* EXERCISE INPUTS

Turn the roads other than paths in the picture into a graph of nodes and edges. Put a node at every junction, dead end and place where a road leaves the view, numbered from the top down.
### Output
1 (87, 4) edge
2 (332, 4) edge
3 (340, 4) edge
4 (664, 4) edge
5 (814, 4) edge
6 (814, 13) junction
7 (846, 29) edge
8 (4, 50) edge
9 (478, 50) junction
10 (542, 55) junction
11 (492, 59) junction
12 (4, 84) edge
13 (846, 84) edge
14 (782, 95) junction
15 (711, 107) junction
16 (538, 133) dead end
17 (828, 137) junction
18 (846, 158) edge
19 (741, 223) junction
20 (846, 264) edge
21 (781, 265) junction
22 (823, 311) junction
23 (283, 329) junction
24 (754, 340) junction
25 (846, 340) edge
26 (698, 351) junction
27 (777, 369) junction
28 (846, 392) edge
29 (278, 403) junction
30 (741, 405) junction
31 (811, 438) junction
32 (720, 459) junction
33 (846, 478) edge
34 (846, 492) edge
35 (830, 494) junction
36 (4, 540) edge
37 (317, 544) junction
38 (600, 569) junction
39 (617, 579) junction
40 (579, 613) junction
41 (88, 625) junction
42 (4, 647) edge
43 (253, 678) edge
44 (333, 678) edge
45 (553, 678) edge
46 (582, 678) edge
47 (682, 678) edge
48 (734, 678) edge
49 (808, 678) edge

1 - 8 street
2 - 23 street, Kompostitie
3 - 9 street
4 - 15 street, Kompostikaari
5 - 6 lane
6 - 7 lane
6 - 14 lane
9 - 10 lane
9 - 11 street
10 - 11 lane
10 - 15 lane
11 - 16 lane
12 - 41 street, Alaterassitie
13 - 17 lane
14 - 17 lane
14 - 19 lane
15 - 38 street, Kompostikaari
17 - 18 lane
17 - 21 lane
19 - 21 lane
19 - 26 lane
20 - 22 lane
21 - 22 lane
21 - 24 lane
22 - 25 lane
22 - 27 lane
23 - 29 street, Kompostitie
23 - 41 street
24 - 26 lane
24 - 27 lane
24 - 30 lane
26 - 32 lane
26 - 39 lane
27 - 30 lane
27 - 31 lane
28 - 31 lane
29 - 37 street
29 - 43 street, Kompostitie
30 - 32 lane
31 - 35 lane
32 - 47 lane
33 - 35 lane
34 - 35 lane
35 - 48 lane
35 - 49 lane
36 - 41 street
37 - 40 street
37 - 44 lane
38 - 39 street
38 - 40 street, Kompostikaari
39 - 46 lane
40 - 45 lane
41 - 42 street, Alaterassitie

* WHAT YOU WILL DO
Print the records above once again, exactly as written.

* ANSWER TO THIS TASK
Turn the roads other than paths in the picture into a graph of nodes and edges. Put a node at every junction, dead end and place where a road leaves the view, numbered from the top down.
### Output
1 (87, 4) edge
2 (332, 4) edge
3 (340, 4) edge
4 (664, 4) edge
5 (814, 4) edge
6 (814, 13) junction
7 (846, 29) edge
8 (4, 50) edge
9 (478, 50) junction
10 (542, 55) junction
11 (492, 59) junction
12 (4, 84) edge
13 (846, 84) edge
14 (782, 95) junction
15 (711, 107) junction
16 (538, 133) dead end
17 (828, 137) junction
18 (846, 158) edge
19 (741, 223) junction
20 (846, 264) edge
21 (781, 265) junction
22 (823, 311) junction
23 (283, 329) junction
24 (754, 340) junction
25 (846, 340) edge
26 (698, 351) junction
27 (777, 369) junction
28 (846, 392) edge
29 (278, 403) junction
30 (741, 405) junction
31 (811, 438) junction
32 (720, 459) junction
33 (846, 478) edge
34 (846, 492) edge
35 (830, 494) junction
36 (4, 540) edge
37 (317, 544) junction
38 (600, 569) junction
39 (617, 579) junction
40 (579, 613) junction
41 (88, 625) junction
42 (4, 647) edge
43 (253, 678) edge
44 (333, 678) edge
45 (553, 678) edge
46 (582, 678) edge
47 (682, 678) edge
48 (734, 678) edge
49 (808, 678) edge

1 - 8 street
2 - 23 street, Kompostitie
3 - 9 street
4 - 15 street, Kompostikaari
5 - 6 lane
6 - 7 lane
6 - 14 lane
9 - 10 lane
9 - 11 street
10 - 11 lane
10 - 15 lane
11 - 16 lane
12 - 41 street, Alaterassitie
13 - 17 lane
14 - 17 lane
14 - 19 lane
15 - 38 street, Kompostikaari
17 - 18 lane
17 - 21 lane
19 - 21 lane
19 - 26 lane
20 - 22 lane
21 - 22 lane
21 - 24 lane
22 - 25 lane
22 - 27 lane
23 - 29 street, Kompostitie
23 - 41 street
24 - 26 lane
24 - 27 lane
24 - 30 lane
26 - 32 lane
26 - 39 lane
27 - 30 lane
27 - 31 lane
28 - 31 lane
29 - 37 street
29 - 43 street, Kompostitie
30 - 32 lane
31 - 35 lane
32 - 47 lane
33 - 35 lane
34 - 35 lane
35 - 48 lane
35 - 49 lane
36 - 41 street
37 - 40 street
37 - 44 lane
38 - 39 street
38 - 40 street, Kompostikaari
39 - 46 lane
40 - 45 lane
41 - 42 street, Alaterassitie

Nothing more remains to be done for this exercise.